Records drawn from a dataset:
>>>
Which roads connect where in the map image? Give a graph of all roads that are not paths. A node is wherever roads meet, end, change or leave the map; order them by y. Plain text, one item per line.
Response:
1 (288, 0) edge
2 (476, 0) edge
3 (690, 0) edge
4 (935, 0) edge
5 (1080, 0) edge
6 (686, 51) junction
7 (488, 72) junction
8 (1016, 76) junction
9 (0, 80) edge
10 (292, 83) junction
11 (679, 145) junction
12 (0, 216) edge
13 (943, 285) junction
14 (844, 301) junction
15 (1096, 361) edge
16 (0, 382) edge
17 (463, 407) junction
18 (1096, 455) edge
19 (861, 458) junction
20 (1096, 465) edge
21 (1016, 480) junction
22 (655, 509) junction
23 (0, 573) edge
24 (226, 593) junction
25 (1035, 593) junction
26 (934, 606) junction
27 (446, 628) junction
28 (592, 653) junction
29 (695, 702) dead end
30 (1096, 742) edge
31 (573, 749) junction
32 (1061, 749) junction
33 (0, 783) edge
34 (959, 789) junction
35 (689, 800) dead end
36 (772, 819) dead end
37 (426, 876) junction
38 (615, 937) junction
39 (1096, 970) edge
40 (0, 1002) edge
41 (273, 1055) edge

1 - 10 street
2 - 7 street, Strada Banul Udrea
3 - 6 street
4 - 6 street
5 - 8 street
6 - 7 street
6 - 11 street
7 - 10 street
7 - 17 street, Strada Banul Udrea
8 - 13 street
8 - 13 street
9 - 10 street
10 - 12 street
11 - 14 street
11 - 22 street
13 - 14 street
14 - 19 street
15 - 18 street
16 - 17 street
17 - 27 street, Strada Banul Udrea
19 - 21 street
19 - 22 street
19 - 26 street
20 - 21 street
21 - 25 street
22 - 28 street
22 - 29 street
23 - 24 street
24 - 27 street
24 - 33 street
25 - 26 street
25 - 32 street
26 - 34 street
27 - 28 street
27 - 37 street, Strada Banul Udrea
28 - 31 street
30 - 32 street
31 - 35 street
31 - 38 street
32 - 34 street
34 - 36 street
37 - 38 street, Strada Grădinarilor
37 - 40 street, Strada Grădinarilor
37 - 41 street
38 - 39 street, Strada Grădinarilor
<<<
TASK PROMPT: Copy every line of the data above exactly.

SOLUTION TO THE PROBLEM:
Which roads connect where in the map image? Give a graph of all roads that are not paths. A node is wherever roads meet, end, change or leave the map; order them by y. Plain text, one item per line.
Response:
1 (288, 0) edge
2 (476, 0) edge
3 (690, 0) edge
4 (935, 0) edge
5 (1080, 0) edge
6 (686, 51) junction
7 (488, 72) junction
8 (1016, 76) junction
9 (0, 80) edge
10 (292, 83) junction
11 (679, 145) junction
12 (0, 216) edge
13 (943, 285) junction
14 (844, 301) junction
15 (1096, 361) edge
16 (0, 382) edge
17 (463, 407) junction
18 (1096, 455) edge
19 (861, 458) junction
20 (1096, 465) edge
21 (1016, 480) junction
22 (655, 509) junction
23 (0, 573) edge
24 (226, 593) junction
25 (1035, 593) junction
26 (934, 606) junction
27 (446, 628) junction
28 (592, 653) junction
29 (695, 702) dead end
30 (1096, 742) edge
31 (573, 749) junction
32 (1061, 749) junction
33 (0, 783) edge
34 (959, 789) junction
35 (689, 800) dead end
36 (772, 819) dead end
37 (426, 876) junction
38 (615, 937) junction
39 (1096, 970) edge
40 (0, 1002) edge
41 (273, 1055) edge

1 - 10 street
2 - 7 street, Strada Banul Udrea
3 - 6 street
4 - 6 street
5 - 8 street
6 - 7 street
6 - 11 street
7 - 10 street
7 - 17 street, Strada Banul Udrea
8 - 13 street
8 - 13 street
9 - 10 street
10 - 12 street
11 - 14 street
11 - 22 street
13 - 14 street
14 - 19 street
15 - 18 street
16 - 17 street
17 - 27 street, Strada Banul Udrea
19 - 21 street
19 - 22 street
19 - 26 street
20 - 21 street
21 - 25 street
22 - 28 street
22 - 29 street
23 - 24 street
24 - 27 street
24 - 33 street
25 - 26 street
25 - 32 street
26 - 34 street
27 - 28 street
27 - 37 street, Strada Banul Udrea
28 - 31 street
30 - 32 street
31 - 35 street
31 - 38 street
32 - 34 street
34 - 36 street
37 - 38 street, Strada Grădinarilor
37 - 40 street, Strada Grădinarilor
37 - 41 street
38 - 39 street, Strada Grădinarilor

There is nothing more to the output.